Material supplied section start
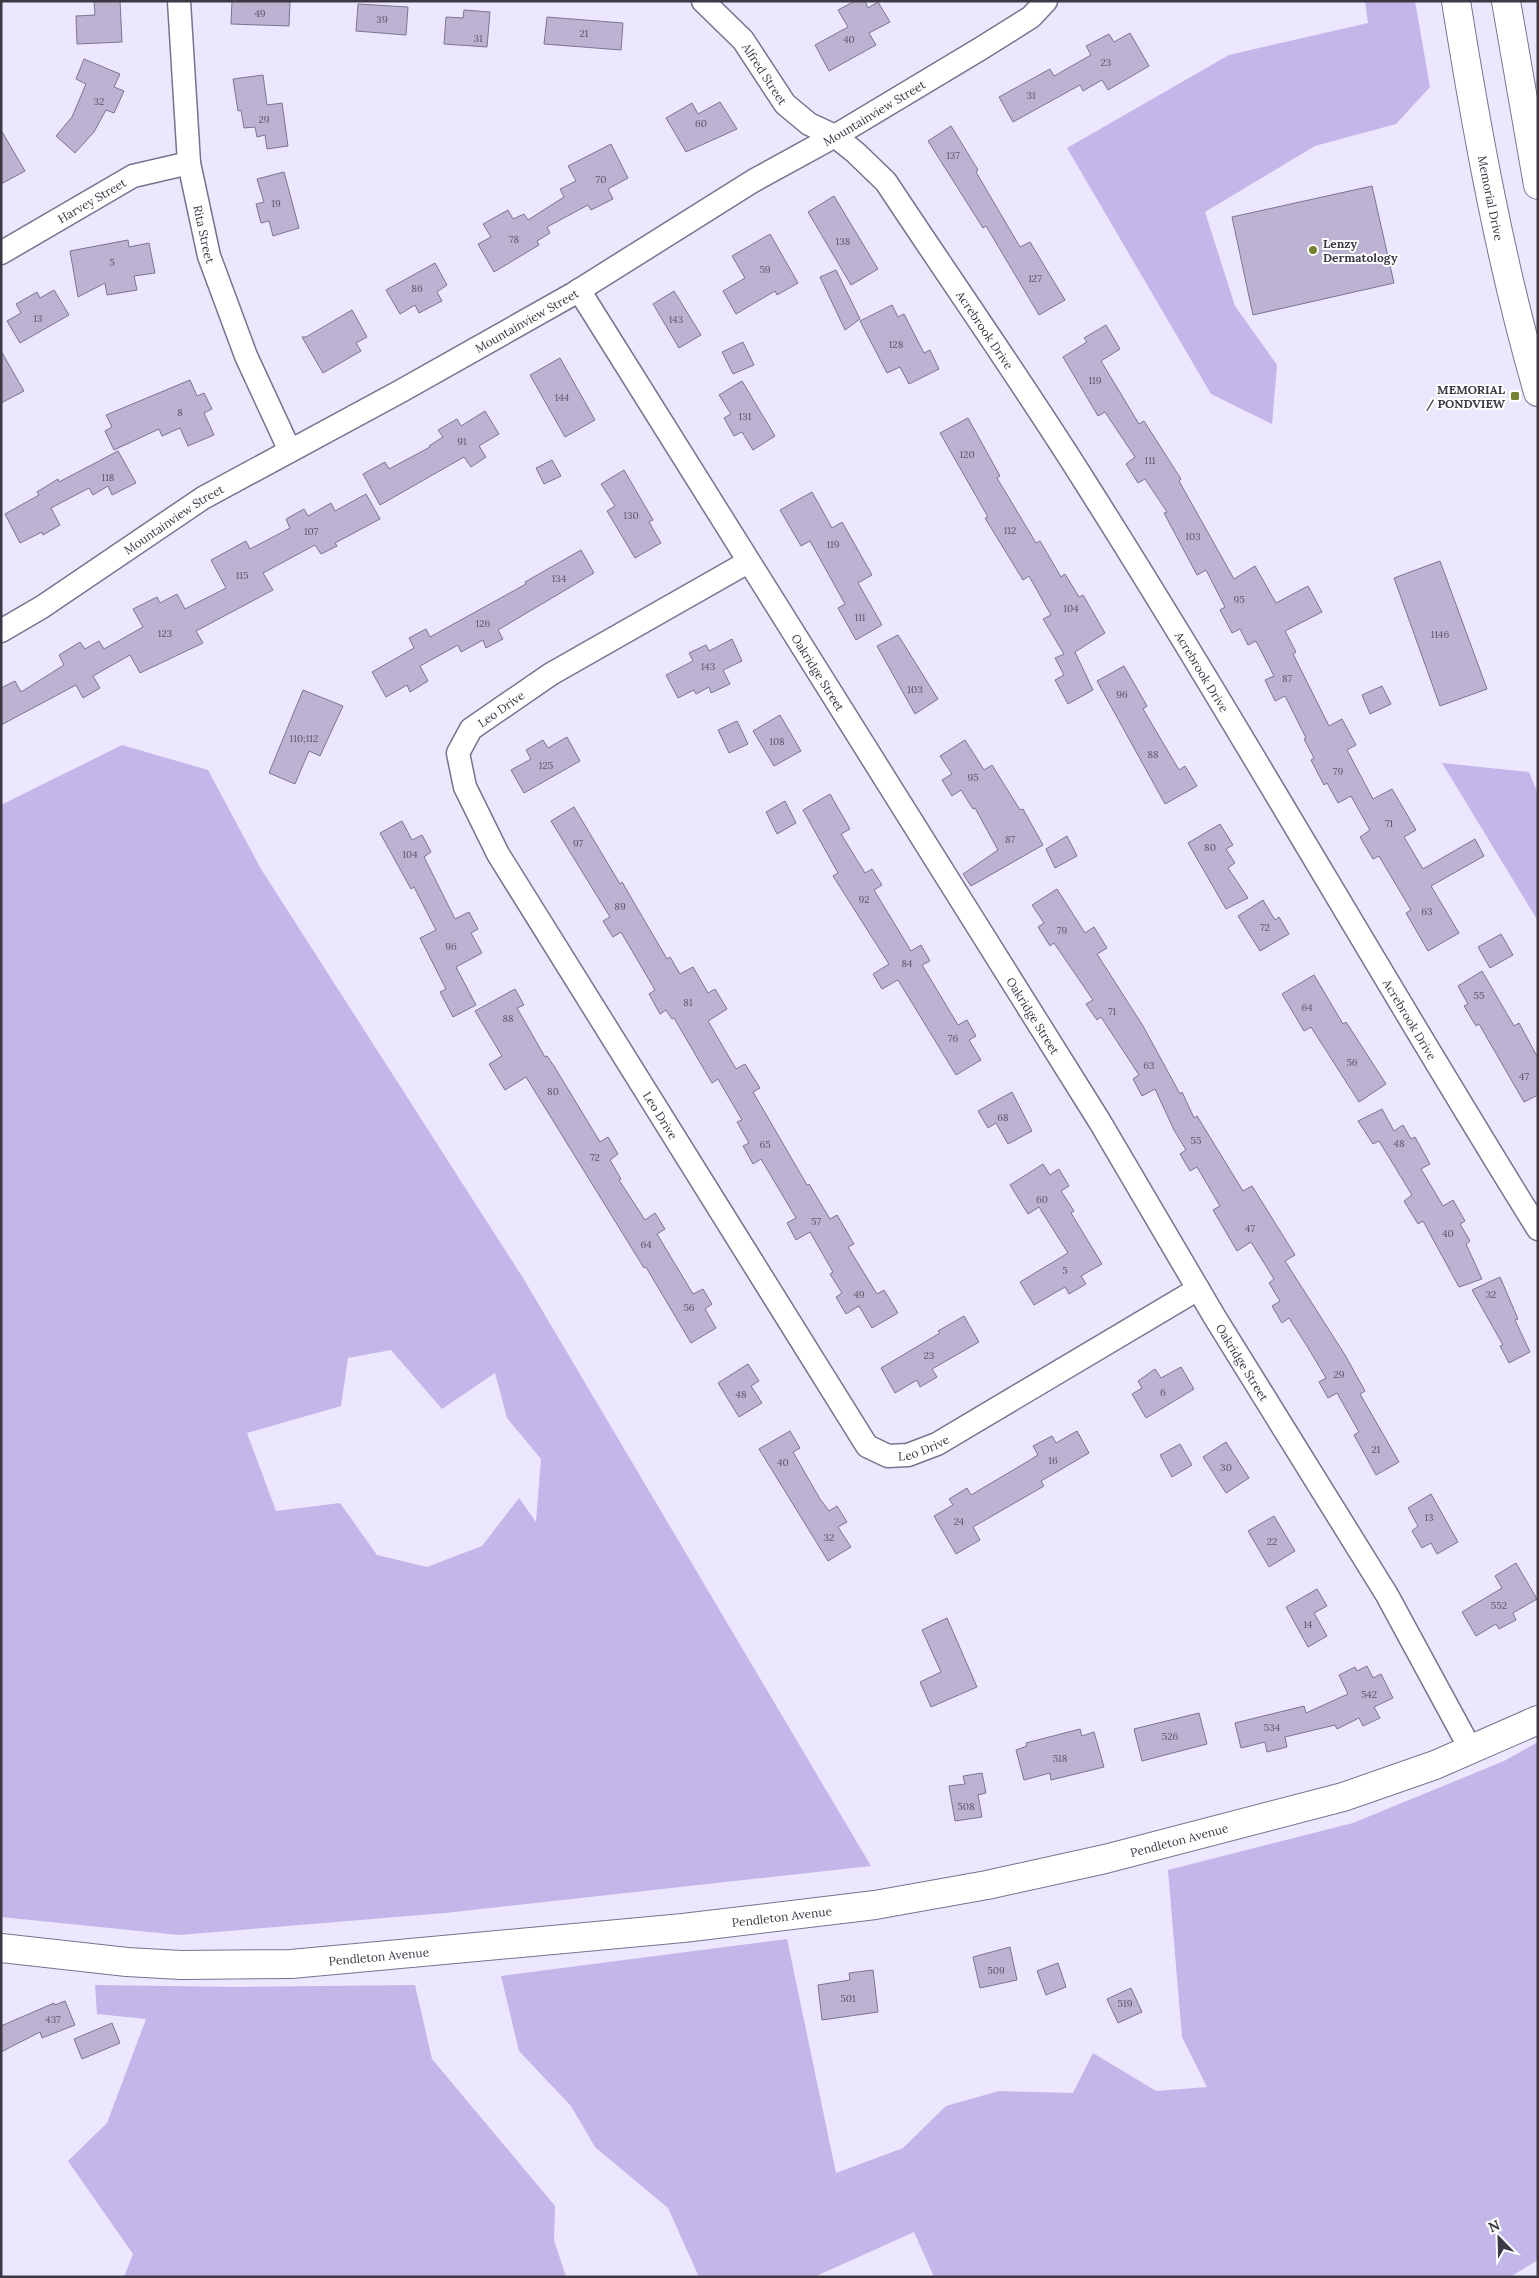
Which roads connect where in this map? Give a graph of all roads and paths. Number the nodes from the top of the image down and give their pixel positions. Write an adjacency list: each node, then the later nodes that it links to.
1 (179, 1): 8 (street, Rita Street)
2 (704, 1): 7 (street, Alfred Street)
3 (1046, 1): 7 (street, Mountainview Street)
4 (1456, 1): 12 (street, Memorial Drive)
5 (1506, 1): 6 (street)
6 (1530, 108): 9 (street)
7 (835, 136): 11 (street, Mountainview Street); 16 (street, Acrebrook Drive)
8 (189, 164): 10 (street, Harvey Street); 13 (street, Rita Street)
9 (1538, 185)
10 (1, 253)
11 (580, 290): 13 (street, Mountainview Street); 14 (street, Oakridge Street)
12 (1538, 392)
13 (290, 451): 15 (street, Mountainview Street)
14 (748, 562): 17 (street, Oakridge Street); 17 (street, Leo Drive)
15 (1, 631)
16 (1538, 1229)
17 (1198, 1289): 19 (street, Oakridge Street)
18 (1538, 1720): 19 (street, Pendleton Avenue)
19 (1471, 1750): 20 (street, Pendleton Avenue)
20 (1, 1948)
Material supplied section end
Your assignment => An exact copy of the records above is wanted, with the pictures omitted.

Your solution =>
Which roads connect where in this map? Give a graph of all roads and paths. Number the nodes from the top of the image down and give their pixel positions. Write an adjacency list: each node, then the later nodes that it links to.
1 (179, 1): 8 (street, Rita Street)
2 (704, 1): 7 (street, Alfred Street)
3 (1046, 1): 7 (street, Mountainview Street)
4 (1456, 1): 12 (street, Memorial Drive)
5 (1506, 1): 6 (street)
6 (1530, 108): 9 (street)
7 (835, 136): 11 (street, Mountainview Street); 16 (street, Acrebrook Drive)
8 (189, 164): 10 (street, Harvey Street); 13 (street, Rita Street)
9 (1538, 185)
10 (1, 253)
11 (580, 290): 13 (street, Mountainview Street); 14 (street, Oakridge Street)
12 (1538, 392)
13 (290, 451): 15 (street, Mountainview Street)
14 (748, 562): 17 (street, Oakridge Street); 17 (street, Leo Drive)
15 (1, 631)
16 (1538, 1229)
17 (1198, 1289): 19 (street, Oakridge Street)
18 (1538, 1720): 19 (street, Pendleton Avenue)
19 (1471, 1750): 20 (street, Pendleton Avenue)
20 (1, 1948)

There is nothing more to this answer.